## ABOUT THIS TASK
Only the number is wanted: how many lines of the data contain "image"?

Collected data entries
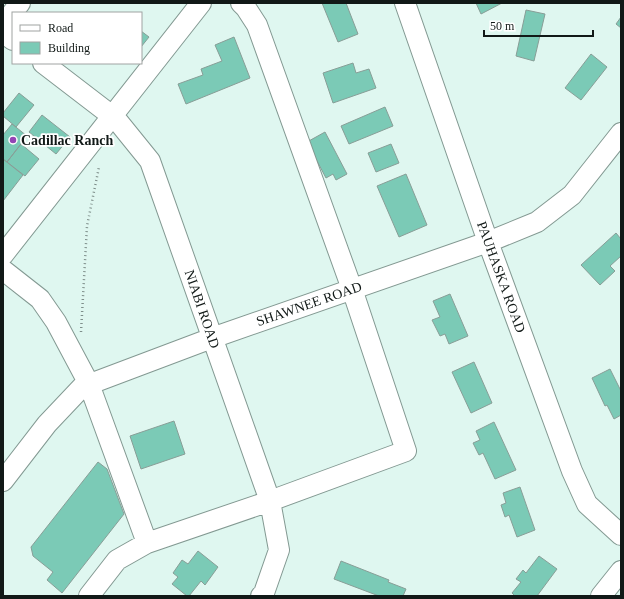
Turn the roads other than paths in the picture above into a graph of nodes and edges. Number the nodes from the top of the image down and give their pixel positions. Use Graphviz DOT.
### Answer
graph roads {
  1 [pos="20,3"];
  2 [pos="201,3"];
  3 [pos="241,3"];
  4 [pos="405,3"];
  5 [pos="13,12"];
  6 [pos="12,13"];
  7 [pos="3,25"];
  8 [pos="3,33"];
  9 [pos="12,39"];
  10 [pos="44,64"];
  11 [pos="112,116"];
  12 [pos="621,133"];
  13 [pos="488,242"];
  14 [pos="3,255"];
  15 [pos="3,270"];
  16 [pos="352,289"];
  17 [pos="212,338"];
  18 [pos="89,384"];
  19 [pos="3,481"];
  20 [pos="270,501"];
  21 [pos="621,535"];
  22 [pos="147,543"];
  23 [pos="621,571"];
  24 [pos="89,596"];
  25 [pos="261,596"];
  26 [pos="601,596"];
  1 -- 5 [label="street"];
  2 -- 11 [label="street"];
  3 -- 16 [label="street"];
  4 -- 13 [label="street, PAUHASKA ROAD"];
  6 -- 7 [label="street"];
  8 -- 9 [label="street"];
  10 -- 11 [label="street, NIABI ROAD"];
  11 -- 14 [label="street"];
  11 -- 17 [label="street, NIABI ROAD"];
  12 -- 13 [label="street, SHAWNEE ROAD"];
  13 -- 16 [label="street, SHAWNEE ROAD"];
  13 -- 21 [label="street, PAUHASKA ROAD"];
  15 -- 18 [label="street"];
  16 -- 17 [label="street, SHAWNEE ROAD"];
  16 -- 20 [label="street"];
  17 -- 18 [label="street, SHAWNEE ROAD"];
  17 -- 20 [label="street, NIABI ROAD"];
  18 -- 19 [label="street, SHAWNEE ROAD"];
  18 -- 22 [label="street"];
  20 -- 22 [label="street"];
  20 -- 25 [label="street, NIABI ROAD"];
  22 -- 24 [label="street"];
  23 -- 26 [label="street"];
}
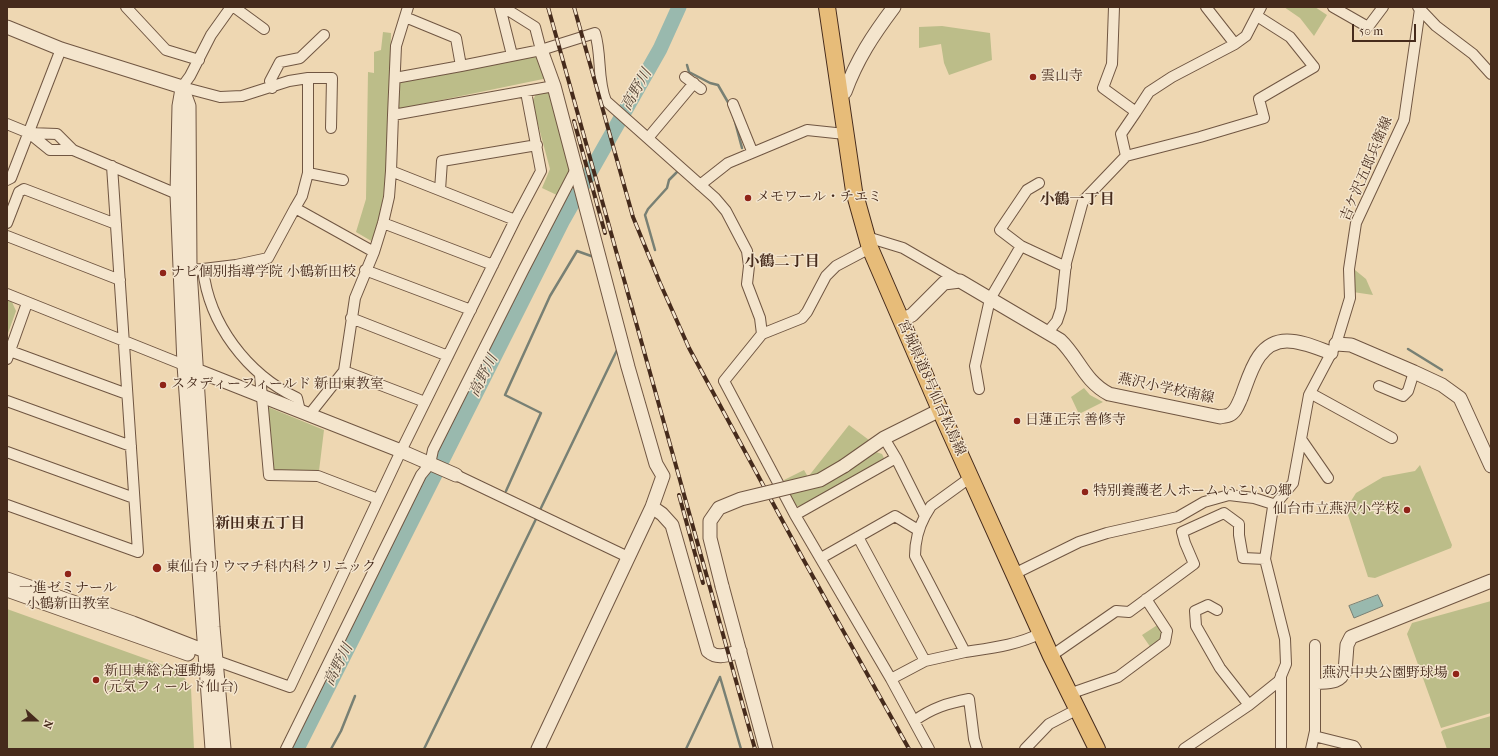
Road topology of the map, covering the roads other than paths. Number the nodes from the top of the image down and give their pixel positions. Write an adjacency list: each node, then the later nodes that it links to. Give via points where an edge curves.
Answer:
1 (126, 7): 22 (street, via 166,50)
2 (233, 7): 16 (street); 22 (street, via 211,35)
3 (408, 7): 14 (street)
4 (500, 7): 21 (street)
5 (503, 7): 20 (street, via 535,28)
6 (827, 7): 32 (main road, 宮城県道8号仙台松島線)
7 (894, 7): 32 (street, via 866,44 845,92)
8 (1114, 7): 34 (street, via 1112,64 1104,88)
9 (1206, 7): 18 (street)
10 (1333, 7): 11 (street, via 1368,27)
11 (1383, 7)
12 (1419, 8): 24 (street, via 1436,26 1473,54); 80 (street, 吉ケ沢五郎兵衛線, via 1404,120 1356,223 1349,269 1350,298)
13 (1259, 11): 18 (street, via 1246,36); 44 (street, via 1290,37 1314,67 1259,99 1264,118)
14 (406, 18): 23 (street, via 456,38); 27 (street, via 396,46)
15 (7, 27): 19 (street)
16 (264, 29)
17 (324, 35): 30 (street, via 300,58 280,62 270,81)
18 (1235, 44): 34 (street, via 1149,92)
19 (61, 49): 29 (street); 38 (street)
20 (541, 50): 21 (street); 28 (street); 40 (street, via 596,33 606,101)
21 (512, 55): 23 (street)
22 (198, 60): 29 (street)
23 (461, 66): 27 (street)
24 (1491, 74)
25 (685, 77): 40 (street, via 697,86)
26 (308, 78): 30 (street, via 289,81); 37 (street, via 332,78); 48 (street)
27 (395, 78): 35 (street)
28 (554, 86): 31 (street); 46 (street)
29 (182, 87): 30 (street, via 220,97 242,96); 54 (street, via 179,106); 67 (street, via 189,106)
30 (272, 88)
31 (526, 92): 35 (street); 41 (street)
32 (839, 94): 39 (main road, 宮城県道8号仙台松島線)
33 (733, 104): 43 (street)
34 (1136, 112): 44 (street, via 1121,134)
35 (393, 115): 47 (street)
36 (7, 124): 38 (street)
37 (331, 128)
38 (29, 133): 42 (street, via 50,150); 42 (street, via 57,134); 49 (street, via 11,178)
39 (845, 134): 43 (street, via 807,130); 61 (main road, 宮城県道8号仙台松島線, via 854,191)
40 (648, 138): 52 (street)
41 (537, 144): 53 (street, via 442,160); 56 (street, via 541,171)
42 (72, 150): 45 (street)
43 (752, 151): 52 (street, via 728,162)
44 (1126, 156): 65 (street, via 1083,201)
45 (112, 166): 54 (street); 59 (street)
46 (577, 170): 104 (street, via 433,450); 113 (street, via 628,367 656,464 663,476)
47 (391, 172): 53 (street); 58 (street)
48 (308, 173): 50 (street); 55 (street, via 302,196)
49 (7, 180)
50 (344, 180)
51 (1040, 183): 62 (street, via 1027,190 1000,230)
52 (700, 185): 78 (street, via 726,212 746,251 750,266 747,284 760,318)
53 (440, 190): 56 (street)
54 (177, 194): 83 (street)
55 (295, 208): 63 (street); 66 (street, via 268,258)
56 (515, 220): 64 (street)
57 (7, 223): 59 (street, via 19,192 24,189)
58 (383, 223): 63 (street); 64 (street)
59 (116, 224): 69 (street)
60 (7, 236): 69 (street)
61 (869, 243): 70 (street, via 903,248); 76 (main road, 宮城県道8号仙台松島線); 78 (street, via 826,276 802,318)
62 (1021, 246): 65 (street); 72 (street)
63 (374, 252): 68 (street)
64 (493, 265): 74 (street)
65 (1066, 268): 77 (street, via 1062,309)
66 (203, 269): 67 (street); 87 (street, via 205,288 216,319)
67 (190, 270): 84 (street)
68 (366, 270): 74 (street); 75 (street, via 355,298)
69 (120, 280): 79 (street)
70 (960, 281): 72 (street, 燕沢小学校南線); 76 (street, via 944,282 912,316)
71 (7, 294): 73 (street)
72 (990, 299): 77 (street, 燕沢小学校南線); 89 (street, via 975,366)
73 (27, 303): 79 (street); 81 (street)
74 (471, 310): 82 (street)
75 (351, 318): 82 (street); 85 (street)
76 (901, 320): 95 (main road, 宮城県道8号仙台松島線)
77 (1048, 332): 80 (street, 燕沢小学校南線, via 1068,347 1089,380 1108,394 1220,417 1230,415 1236,408 1257,358 1266,347 1276,342 1288,341)
78 (762, 334): 114 (street, via 724,381)
79 (124, 340): 83 (street); 91 (street)
80 (1334, 348): 86 (street, 燕沢小学校南線, via 1351,345); 90 (street, 吉ケ沢五郎兵衛線)
81 (8, 355): 91 (street)
82 (448, 356): 94 (street)
83 (184, 365): 132 (street)
84 (196, 370): 92 (street); 132 (street)
85 (344, 371): 94 (street); 96 (street)
86 (1414, 372): 88 (street, via 1408,391 1403,396); 105 (street, 燕沢小学校南線, via 1442,385 1460,398)
87 (260, 374): 92 (street); 96 (street, via 297,398)
88 (1379, 386)
89 (979, 389)
90 (1310, 393): 98 (street); 99 (street, 吉ケ沢五郎兵衛線)
91 (127, 394): 100 (street)
92 (262, 396): 96 (street); 110 (street, via 269,475 318,476)
93 (7, 401): 100 (street)
94 (425, 402): 101 (street)
95 (940, 410): 97 (street); 107 (main road, 宮城県道8号仙台松島線)
96 (305, 413): 101 (street)
97 (884, 438): 103 (street); 129 (street, bridge, via 820,480 741,499 719,508 710,521 710,538)
98 (1392, 438)
99 (1301, 439): 108 (street); 112 (street, 吉ケ沢五郎兵衛線, via 1293,484)
100 (131, 446): 109 (street)
101 (401, 451): 104 (street); 110 (street)
102 (7, 452): 109 (street)
103 (896, 458): 114 (street); 115 (street)
104 (431, 464): 106 (street); 145 (street, via 421,475)
105 (1491, 466)
106 (455, 475): 118 (street)
107 (971, 477): 115 (street, via 931,506); 121 (main road, 宮城県道8号仙台松島線)
108 (1328, 478)
109 (134, 498): 111 (street, via 138,552)
110 (378, 499): 132 (street, via 290,687)
111 (7, 505)
112 (1276, 505): 120 (street, 吉ケ沢五郎兵衛線, via 1273,507); 121 (street, via 1254,498 1229,495 1204,502 1178,517 1079,542)
113 (652, 508): 118 (street); 129 (street, via 672,525 708,651 719,657)
114 (795, 515): 119 (street)
115 (925, 516): 116 (street)
116 (918, 530): 117 (street, via 895,516); 130 (street, via 915,542 916,556)
117 (858, 537): 119 (street); 133 (street)
118 (628, 557): 146 (street)
119 (821, 558): 136 (street)
120 (1265, 559): 125 (street, via 1243,558 1240,524 1224,513 1182,532 1194,564); 135 (street, 吉ケ沢五郎兵衛線, via 1285,639 1286,664)
121 (1014, 574): 127 (main road, 宮城県道8号仙台松島線)
122 (7, 579): 132 (street, via 133,623)
123 (1491, 581): 134 (street, via 1351,637 1347,645)
124 (7, 590): 132 (street)
125 (1146, 599): 131 (street, via 1130,612 1116,611); 138 (street, via 1167,631 1165,642 1118,677)
126 (1217, 610): 139 (street, via 1208,606 1195,611 1196,626 1220,668)
127 (1041, 633): 130 (street, via 1005,645); 131 (main road, 宮城県道8号仙台松島線)
128 (1315, 645): 137 (street)
129 (740, 651): 147 (street)
130 (965, 652): 133 (street)
131 (1051, 656): 138 (main road, 宮城県道8号仙台松島線)
132 (209, 658): 143 (street); 144 (street)
133 (925, 661): 136 (street)
134 (1345, 672): 137 (street, via 1339,681)
135 (1281, 675): 139 (street, 吉ケ沢五郎兵衛線, via 1279,681); 153 (street)
136 (891, 679): 141 (street)
137 (1315, 684): 142 (street)
138 (1069, 694): 140 (main road, 宮城県道8号仙台松島線)
139 (1249, 705): 152 (street, 吉ケ沢五郎兵衛線)
140 (1076, 710): 150 (street, via 1049,724); 151 (main road, 宮城県道8号仙台松島線)
141 (914, 721): 148 (street); 149 (street, via 944,704 969,699)
142 (1314, 736): 154 (street); 155 (street, via 1354,746)
143 (212, 749)
144 (224, 749)
145 (286, 749)
146 (538, 749)
147 (766, 749)
148 (930, 749)
149 (977, 749)
150 (1025, 749)
151 (1097, 749)
152 (1184, 749)
153 (1281, 749)
154 (1311, 749)
155 (1356, 749)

## TASK SOLUTION
2